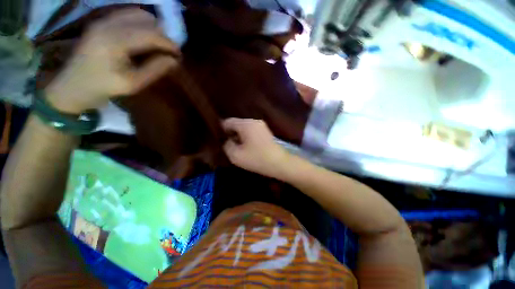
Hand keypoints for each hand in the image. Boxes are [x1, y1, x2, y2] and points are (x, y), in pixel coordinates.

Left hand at [45, 8, 180, 113]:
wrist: (72, 85)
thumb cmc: (103, 88)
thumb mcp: (134, 84)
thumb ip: (155, 69)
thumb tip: (174, 60)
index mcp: (114, 42)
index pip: (150, 34)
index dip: (168, 43)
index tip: (179, 54)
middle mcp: (107, 24)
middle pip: (145, 19)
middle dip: (161, 35)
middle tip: (168, 51)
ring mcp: (102, 20)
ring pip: (137, 13)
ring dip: (152, 27)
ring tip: (158, 45)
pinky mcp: (101, 21)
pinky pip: (127, 15)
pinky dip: (141, 24)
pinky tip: (144, 38)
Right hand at [222, 118, 290, 177]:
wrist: (280, 163)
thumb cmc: (257, 159)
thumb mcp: (236, 155)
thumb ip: (226, 145)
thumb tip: (227, 140)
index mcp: (246, 124)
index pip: (228, 122)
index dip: (221, 130)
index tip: (219, 140)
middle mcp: (254, 121)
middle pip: (237, 124)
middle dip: (231, 134)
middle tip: (228, 146)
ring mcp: (261, 125)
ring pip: (244, 128)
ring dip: (239, 136)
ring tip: (237, 147)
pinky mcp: (265, 131)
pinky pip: (251, 131)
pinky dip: (246, 137)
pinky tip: (247, 147)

* _TASK STATEMENT_
With the pictures omitted, give every line above again exactly.

* _OUTPUT_
Hand keypoints for each hand in the image. Boxes are [x1, y1, x2, y2] and points are (x, y), in pixel coordinates.

Left hand at [45, 8, 180, 113]:
wrist: (72, 85)
thumb cmc: (103, 88)
thumb mcp: (134, 84)
thumb ip: (155, 69)
thumb tip: (174, 60)
index mcp: (114, 42)
index pip: (150, 34)
index dip: (168, 43)
index tip: (179, 54)
middle mcp: (107, 24)
middle pip: (145, 19)
middle dip: (161, 35)
middle tip: (168, 51)
ring mcp: (102, 20)
ring pip: (137, 13)
ring dip: (152, 27)
ring tip: (158, 45)
pinky mcp: (101, 21)
pinky pip: (127, 15)
pinky dip: (141, 24)
pinky tip: (144, 38)
Right hand at [222, 118, 290, 177]:
wrist: (280, 163)
thumb cmc: (257, 159)
thumb mcp: (236, 155)
thumb ip: (226, 145)
thumb tip: (227, 140)
index mcp: (246, 124)
index pip: (228, 122)
index dip: (221, 130)
index tip: (219, 140)
middle mcp: (254, 121)
middle pip: (237, 124)
middle dip: (231, 134)
middle tip: (228, 146)
ring mcp: (261, 125)
ring pip: (244, 128)
ring dip: (239, 136)
ring tip: (237, 147)
pinky mcp: (265, 131)
pinky pip: (251, 131)
pinky dip: (246, 137)
pinky tip: (247, 147)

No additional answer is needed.